The firm aims to secure a 25% IRR by investing almost one-third of Finles Lowestoft Equities Fund in high-growth blockchain companies.

Finles Capital Management, a Netherlands-based fund manager, wants to raise €100 million for a €500 million private equity fund by issuing its own cryptocurrency.

The firm will issue a finite number of digital tokens, or FundCoins, to retail investors in an initial coin offering on 30 August, according to a statement. The majority of proceeds will be invested in Finles Lowestoft Equities Fund, a 2013-vintage arbitrage fund that has been dormant for several years and will be renewed as a €500 million private equity and traditional investment vehicle, chief investment officer Rob van Kuijk told Private Equity International.

The fund, which is expected to hold a first close in October, is targeting a 25 percent gross internal rate of return by allocating 30 percent of its capital to high-growth blockchain companies, in addition to venture capital and alternative strategy fund investments, according to the statement. The fund has already committed to more than €200 million of private equity investments across 14 transactions, with a further 50 in the second or later stage of investigation, according to its 2016 annual report.
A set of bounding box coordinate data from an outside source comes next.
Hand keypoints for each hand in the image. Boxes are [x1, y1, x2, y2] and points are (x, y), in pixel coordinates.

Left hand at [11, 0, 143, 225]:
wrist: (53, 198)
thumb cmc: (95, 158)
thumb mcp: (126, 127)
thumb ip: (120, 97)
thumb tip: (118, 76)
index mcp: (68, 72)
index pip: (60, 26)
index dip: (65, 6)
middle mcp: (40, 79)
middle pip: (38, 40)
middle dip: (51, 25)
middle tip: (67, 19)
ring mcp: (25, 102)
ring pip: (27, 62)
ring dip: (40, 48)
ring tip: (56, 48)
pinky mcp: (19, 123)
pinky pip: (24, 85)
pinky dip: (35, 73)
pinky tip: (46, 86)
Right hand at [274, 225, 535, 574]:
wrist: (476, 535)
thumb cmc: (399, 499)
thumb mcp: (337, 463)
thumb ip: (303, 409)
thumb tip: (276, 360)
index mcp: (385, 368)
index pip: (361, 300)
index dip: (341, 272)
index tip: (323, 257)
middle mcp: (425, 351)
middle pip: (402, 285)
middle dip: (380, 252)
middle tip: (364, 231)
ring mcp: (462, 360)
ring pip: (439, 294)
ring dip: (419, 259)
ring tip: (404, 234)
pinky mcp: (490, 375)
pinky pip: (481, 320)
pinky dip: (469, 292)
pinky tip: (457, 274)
FundCoin, which will back backed by the fund's private equity investments, will be tradable on the secondary market, making the investment more liquid than traditional private equity, the statement noted. The remaining €400 million will be sourced from traditional private equity investors up to two years after the ICO, van Kuijk said.
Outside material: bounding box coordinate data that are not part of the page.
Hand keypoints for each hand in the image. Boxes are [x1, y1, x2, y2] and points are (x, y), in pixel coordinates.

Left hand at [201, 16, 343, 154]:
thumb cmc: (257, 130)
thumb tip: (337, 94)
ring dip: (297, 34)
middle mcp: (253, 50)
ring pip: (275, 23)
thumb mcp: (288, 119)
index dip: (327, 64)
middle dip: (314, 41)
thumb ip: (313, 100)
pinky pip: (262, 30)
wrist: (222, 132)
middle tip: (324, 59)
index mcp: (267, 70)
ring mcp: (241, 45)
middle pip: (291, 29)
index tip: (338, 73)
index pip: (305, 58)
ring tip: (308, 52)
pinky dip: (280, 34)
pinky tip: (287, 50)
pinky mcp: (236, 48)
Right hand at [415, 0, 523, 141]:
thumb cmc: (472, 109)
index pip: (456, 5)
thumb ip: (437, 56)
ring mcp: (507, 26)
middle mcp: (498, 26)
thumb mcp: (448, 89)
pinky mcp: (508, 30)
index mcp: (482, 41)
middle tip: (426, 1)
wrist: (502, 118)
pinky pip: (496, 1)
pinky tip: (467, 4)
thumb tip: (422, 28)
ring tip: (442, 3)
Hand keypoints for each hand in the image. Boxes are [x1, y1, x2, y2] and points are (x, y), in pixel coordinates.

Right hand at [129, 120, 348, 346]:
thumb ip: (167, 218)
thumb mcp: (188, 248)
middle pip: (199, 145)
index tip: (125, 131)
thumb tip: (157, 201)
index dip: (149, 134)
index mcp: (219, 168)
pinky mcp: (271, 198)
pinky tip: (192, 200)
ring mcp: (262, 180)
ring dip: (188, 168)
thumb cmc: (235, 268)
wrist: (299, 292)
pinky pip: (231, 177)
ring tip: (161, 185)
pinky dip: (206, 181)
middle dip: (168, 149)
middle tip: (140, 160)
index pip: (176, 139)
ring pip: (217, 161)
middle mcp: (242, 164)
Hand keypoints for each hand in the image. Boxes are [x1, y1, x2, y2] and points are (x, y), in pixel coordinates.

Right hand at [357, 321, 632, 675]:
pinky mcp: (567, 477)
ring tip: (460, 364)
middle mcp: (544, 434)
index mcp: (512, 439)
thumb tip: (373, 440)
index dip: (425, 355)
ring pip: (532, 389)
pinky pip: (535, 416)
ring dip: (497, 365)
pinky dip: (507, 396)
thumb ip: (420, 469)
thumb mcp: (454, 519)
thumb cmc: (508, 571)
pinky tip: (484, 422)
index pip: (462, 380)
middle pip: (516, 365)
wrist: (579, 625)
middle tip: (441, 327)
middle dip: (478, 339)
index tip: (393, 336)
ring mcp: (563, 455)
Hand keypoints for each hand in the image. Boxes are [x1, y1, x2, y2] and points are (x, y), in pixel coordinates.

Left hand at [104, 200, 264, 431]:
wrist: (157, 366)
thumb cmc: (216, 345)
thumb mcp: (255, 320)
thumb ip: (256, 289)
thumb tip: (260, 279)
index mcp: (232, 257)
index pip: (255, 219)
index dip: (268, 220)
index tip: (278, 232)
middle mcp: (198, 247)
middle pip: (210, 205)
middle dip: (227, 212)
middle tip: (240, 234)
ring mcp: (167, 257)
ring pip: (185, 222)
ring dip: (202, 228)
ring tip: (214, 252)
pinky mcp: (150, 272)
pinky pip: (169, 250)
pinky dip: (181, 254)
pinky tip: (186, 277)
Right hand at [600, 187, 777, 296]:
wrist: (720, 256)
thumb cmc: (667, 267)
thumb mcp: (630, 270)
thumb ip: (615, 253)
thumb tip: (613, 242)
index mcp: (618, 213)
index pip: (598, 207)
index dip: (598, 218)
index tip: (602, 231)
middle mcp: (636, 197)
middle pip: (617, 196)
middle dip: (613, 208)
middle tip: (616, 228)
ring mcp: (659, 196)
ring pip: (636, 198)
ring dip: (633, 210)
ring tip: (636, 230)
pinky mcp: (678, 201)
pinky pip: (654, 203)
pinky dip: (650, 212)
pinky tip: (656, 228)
“Not only does [FundCoin] use blockchain technology to open up access to retail and cryptocurrency buyers, it solely invests in a fund that is run by professional managers and so linked to the structure that provides a more safe harbour in the highly volatile blockchain market,” van Kuijk added in the statement.

Blockchain is a form of distributed ledger technology which uses chunks of data to form a continuous shared information chain. Each block references the previous one, meaning the information cannot be altered retroactively without impacting the entire chain. The technology is most commonly used for tracking money transfers, with notable examples including the Bitcoin and Ether cryptocurrencies.

The blockchain market is expected to have a 58 percent compound annual growth rate over the next six years, according to Allied Market Research. Technology investments have on average sold for an enterprise value of 11.14x EBITDA since the recession, compared with a median sale price of 9.67x EBITDA for non-tech deals, PEI reported in early August.

Finles Capital Management has €500 million of assets under management, according to the statement.